Ben Davison has added fuel to the potential unification fire.
The man who trains WBA ‘regular’ featherweight champion Leigh Wood sat down with new Boxing Social team member Ali Drew on Thursday.
Davison recently saw his charge ordered to meet Leo Santa Cruz, the Mexican Super champion with the WBA, in a bid to get rid of one of the belts and have one sanctioning body king at the weight.
Santa Cruz had requested a permit to unify his WBA Super world title at featherweight against WBC champion Rey Vargas. However, the WBA ordered the California-based fighter to meet the Brit next or risk being stripped.

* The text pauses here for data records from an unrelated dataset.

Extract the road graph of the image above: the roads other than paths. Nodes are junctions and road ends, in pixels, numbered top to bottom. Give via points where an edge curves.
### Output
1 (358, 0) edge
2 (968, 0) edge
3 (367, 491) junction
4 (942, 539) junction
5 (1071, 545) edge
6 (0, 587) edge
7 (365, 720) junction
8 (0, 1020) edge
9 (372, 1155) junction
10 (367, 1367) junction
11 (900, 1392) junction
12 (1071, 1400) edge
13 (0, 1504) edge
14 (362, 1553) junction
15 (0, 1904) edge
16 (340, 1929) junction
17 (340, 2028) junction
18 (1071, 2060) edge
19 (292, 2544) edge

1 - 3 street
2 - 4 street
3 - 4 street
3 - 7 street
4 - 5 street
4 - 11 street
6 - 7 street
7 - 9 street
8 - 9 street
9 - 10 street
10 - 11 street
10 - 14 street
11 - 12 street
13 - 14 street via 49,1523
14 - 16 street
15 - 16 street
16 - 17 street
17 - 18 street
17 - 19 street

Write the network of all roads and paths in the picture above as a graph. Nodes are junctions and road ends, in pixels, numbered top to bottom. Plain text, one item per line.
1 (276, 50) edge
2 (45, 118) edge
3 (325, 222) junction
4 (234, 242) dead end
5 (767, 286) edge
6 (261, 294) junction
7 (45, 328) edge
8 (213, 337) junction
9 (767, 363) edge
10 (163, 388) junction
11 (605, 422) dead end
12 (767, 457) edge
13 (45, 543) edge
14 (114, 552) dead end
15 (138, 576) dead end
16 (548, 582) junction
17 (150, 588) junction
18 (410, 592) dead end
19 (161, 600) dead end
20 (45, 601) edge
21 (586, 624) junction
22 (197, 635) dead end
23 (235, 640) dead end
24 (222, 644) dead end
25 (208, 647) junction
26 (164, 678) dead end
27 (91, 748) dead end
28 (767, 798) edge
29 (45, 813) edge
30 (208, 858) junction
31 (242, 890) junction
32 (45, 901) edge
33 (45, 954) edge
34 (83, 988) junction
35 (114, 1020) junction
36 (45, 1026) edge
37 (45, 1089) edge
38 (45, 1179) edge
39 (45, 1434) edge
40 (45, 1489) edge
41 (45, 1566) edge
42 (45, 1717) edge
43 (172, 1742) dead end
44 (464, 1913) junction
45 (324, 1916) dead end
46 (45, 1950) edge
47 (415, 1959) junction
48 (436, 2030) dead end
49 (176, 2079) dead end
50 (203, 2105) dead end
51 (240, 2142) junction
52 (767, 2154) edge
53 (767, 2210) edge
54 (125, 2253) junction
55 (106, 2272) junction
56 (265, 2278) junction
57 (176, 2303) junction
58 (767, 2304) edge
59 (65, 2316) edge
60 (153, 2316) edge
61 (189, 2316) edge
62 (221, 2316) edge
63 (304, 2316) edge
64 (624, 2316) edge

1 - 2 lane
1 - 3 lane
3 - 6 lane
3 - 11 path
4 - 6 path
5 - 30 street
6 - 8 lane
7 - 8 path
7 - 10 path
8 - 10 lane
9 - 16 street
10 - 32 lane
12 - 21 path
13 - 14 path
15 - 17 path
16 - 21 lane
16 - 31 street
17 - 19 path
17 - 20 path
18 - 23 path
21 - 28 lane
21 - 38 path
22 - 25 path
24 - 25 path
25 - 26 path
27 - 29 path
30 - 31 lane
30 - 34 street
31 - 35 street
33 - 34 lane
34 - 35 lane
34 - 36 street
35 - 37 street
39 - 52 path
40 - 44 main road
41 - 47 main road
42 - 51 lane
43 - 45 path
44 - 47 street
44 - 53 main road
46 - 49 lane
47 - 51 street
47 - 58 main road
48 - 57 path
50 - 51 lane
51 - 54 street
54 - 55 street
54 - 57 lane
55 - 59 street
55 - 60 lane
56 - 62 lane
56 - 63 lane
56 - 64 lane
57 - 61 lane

‘El Terremoto’ then confirmed that he would move ahead with the fight and take on ‘Leigh-thal’, from Nottingham, next. That was before the WBA revealed that the purse splits for the contest would be 75 per cent to 25 per cent in favour of Santa Cruz.
Davison siad:
“We’ve got some options, Eddie’s [Hearn] having a look at those options, but no decisions have been made yet as to what will be Leigh Wood’s next step.”
Davison and his promoter, the aforementioned Hearn, don’t believe Wood (26-2, 16 KOs) will get his true value in the fight, thanks to the purse split ruling.
And a fight that has been mooted to replace the one with Santa Cruz is a unification showdown between Wood and Josh Warrington, the IBF champion, from Leeds.
Davison continued:
“That’s definitely one of the options.
“It’s a huge fight and Josh Warrington is a fantastic champion with a big name. Both fighters have massive fan bases behind them and big momentum with Leigh Wood and Nottingham Forest, who have just been promoted to the Premier League.
“Everything’s booming in Nottingham at the moment, especially going back to the Leigh Wood fight against Michael Conlan, there was a lot of momentum built there, and those two sets of fans coming together, I think that’s a ginormous fight with belts, without belts, it doesn’t even matter. But depending on the situation that happens with this WBA ‘regular’ and WBA Super, it just gets made even bigger if that can be a unification clash.”
Warrington, who suffered a fractured jaw and broken hand last time out, will be eyeing a return to the ring before the end of the year after regaining his world championship with a seventh-round stoppage of former adversary Kiko Martinez – who himself is back later this year – in a rematch at the First Direct Arena in March.
The trainer concluded:
“We’re weighing up our options at the moment, but [if that fight happens], the fans will get their monies’ worth.
“Warrington’s in great fights, Leigh is in great fights, I think it’s a great match-up, it’ll be a huge build-up and an exciting fight as well, in my opinion, so it’s definitely one that myself, Leigh, Josh, his team and the boxing world are looking forward to and hoping that can happen.”